### RECORDS FOR THE TASK

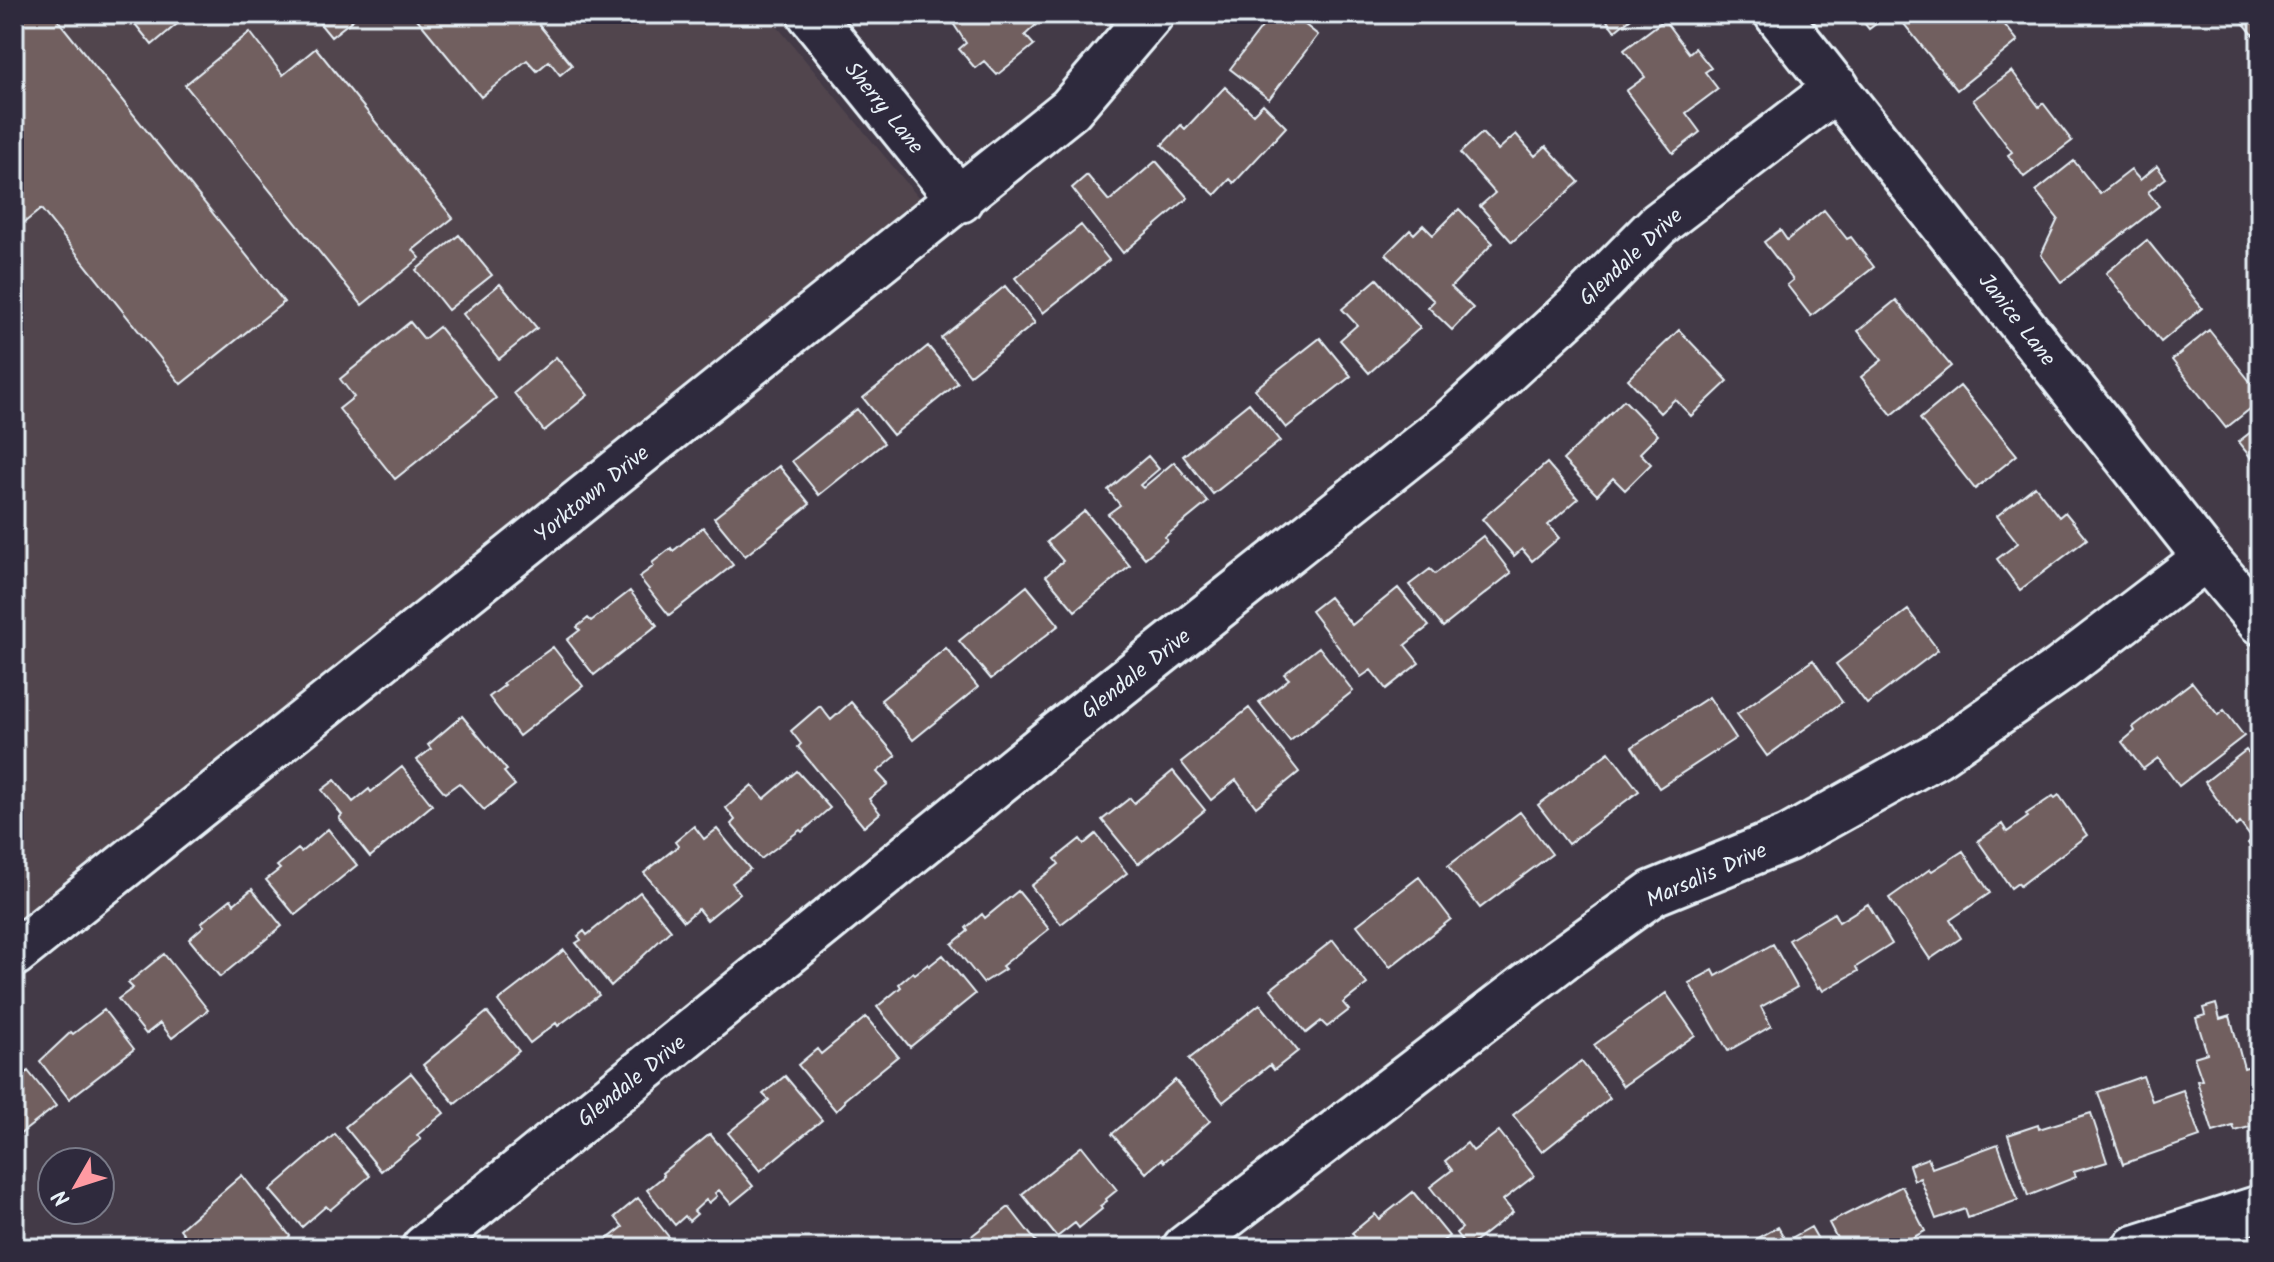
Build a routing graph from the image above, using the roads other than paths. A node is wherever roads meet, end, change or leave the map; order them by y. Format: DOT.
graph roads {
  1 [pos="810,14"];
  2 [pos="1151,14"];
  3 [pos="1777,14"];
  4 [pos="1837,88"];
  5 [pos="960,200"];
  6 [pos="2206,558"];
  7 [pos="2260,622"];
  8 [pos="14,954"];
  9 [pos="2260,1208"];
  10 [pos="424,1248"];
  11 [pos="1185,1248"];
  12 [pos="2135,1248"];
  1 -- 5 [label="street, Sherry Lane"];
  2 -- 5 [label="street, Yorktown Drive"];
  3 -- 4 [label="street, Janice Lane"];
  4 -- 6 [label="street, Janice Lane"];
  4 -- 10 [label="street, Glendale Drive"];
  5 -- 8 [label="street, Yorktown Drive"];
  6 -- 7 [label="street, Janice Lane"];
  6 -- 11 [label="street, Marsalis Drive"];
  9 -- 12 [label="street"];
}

######

• EXERCISE INSTRUCTIONS:
Whenever a line holds a picture, print that line without the picture. All other data must be output exactly.

• RESPONSE BELOW:
Build a routing graph from the image above, using the roads other than paths. A node is wherever roads meet, end, change or leave the map; order them by y. Format: DOT.
graph roads {
  1 [pos="810,14"];
  2 [pos="1151,14"];
  3 [pos="1777,14"];
  4 [pos="1837,88"];
  5 [pos="960,200"];
  6 [pos="2206,558"];
  7 [pos="2260,622"];
  8 [pos="14,954"];
  9 [pos="2260,1208"];
  10 [pos="424,1248"];
  11 [pos="1185,1248"];
  12 [pos="2135,1248"];
  1 -- 5 [label="street, Sherry Lane"];
  2 -- 5 [label="street, Yorktown Drive"];
  3 -- 4 [label="street, Janice Lane"];
  4 -- 6 [label="street, Janice Lane"];
  4 -- 10 [label="street, Glendale Drive"];
  5 -- 8 [label="street, Yorktown Drive"];
  6 -- 7 [label="street, Janice Lane"];
  6 -- 11 [label="street, Marsalis Drive"];
  9 -- 12 [label="street"];
}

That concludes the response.